BID® Daily Newsletter
Sep 5, 2014

BID® Daily Newsletter

Sep 5, 2014

Staying Competitive On Employee Benefits


Many people have probably seen or heard about therapy dogs that provide warmth and affection for sick people. You may not know, however, about a town in OH that recently made headlines for telling a veteran of the Iraq War that he couldn't keep his pet ducks for comfort and physical therapy. It may sound at first like a farce, but in this case the situation was certainly real. In the vet's defense, there is a history of ducks being used productively for therapy in nursing homes, schools and special education classrooms across the country.
Before you go flying off the handle about this story, consider that in the same way not every dog is cut out for therapy work, not every duck is a good candidate either. Among other things, the duck in question has to have a good temperament, enjoy being petted and have the ability to ignore disruptions. We are not sure the AFLAC duck would qualify.
In banking, there are standard qualifications and characteristics viewed as crucial for good bank employees, as well as how to reward them appropriately.
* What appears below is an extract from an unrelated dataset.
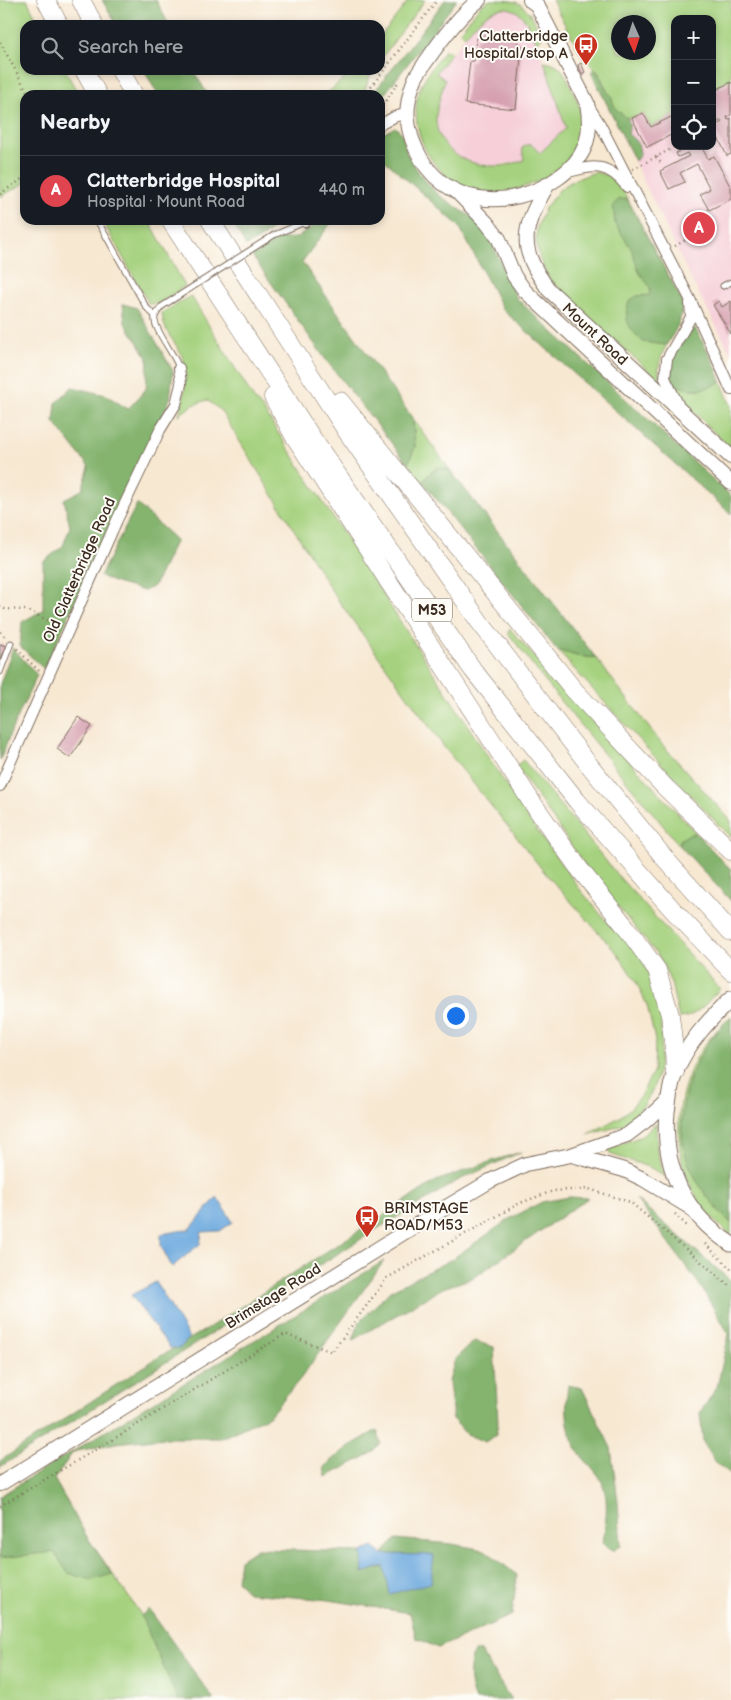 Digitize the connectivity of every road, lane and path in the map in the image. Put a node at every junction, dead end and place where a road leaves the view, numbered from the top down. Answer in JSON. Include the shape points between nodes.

As compensation planning season is upon us and we head for year-end, community banks across the country are starting to think about pay levels, benefits, reward programs and policies for the upcoming year. As you are going through this process, we wanted to call to your attention two recent surveys that shed light on employee thinking. Both of these research studies suggest that banks need to remain competitive not just on salary, but also on benefits if they want to attract and retain their best employees.
For starters, consider a new Fidelity Investments survey that shows an increasing number of workers are considering the availability of a company stock plan when assessing employment prospects. When asked about the importance of company stock plans as part of their comp and benefits package, 86% of respondents under the age of 40 said they would want their new employer to offer a company stock plan if they changed jobs. Notably, 40% of respondents across all ages said a company stock plan is a "must have" when making a decision to change employers and 37% said having to give up their company stock plan would make it harder for them to leave their current job.
Indeed, it would seem that company stock is more than just an incidental benefit for the majority of employees. According to the Fidelity study, 57% of workers polled said equity compensation plans contribute to their feeling loyal to their employer and 54% said their company stock plan "provides an incentive to work harder and be rewarded for the company's performance."
Another area to think about when considering compensation packages is retirement benefits. These are also apparently very important to today's workers. According to new research from Transamerica Center, 76% of Millennials and 81% of Gen Xers say that retirement benefits offered by a prospective employer are a major factor in their decision to accept a job offer. Meanwhile, 67% percent of Millennials and 58% of Gen Xers said they would be likely to switch employers for a nearly identical job with better retirement benefits.
There are, of course, scores of other benefits that employees rate dearly, so it behooves banks to continually seek them out so you have happier, stickier workers. When considering which ones employees will value most as you work to keep your bank competitive, keep in mind that if it looks like a duck, walks like a duck and quacks like a duckit probably is a duck (even if it may not be 100% therapeutic).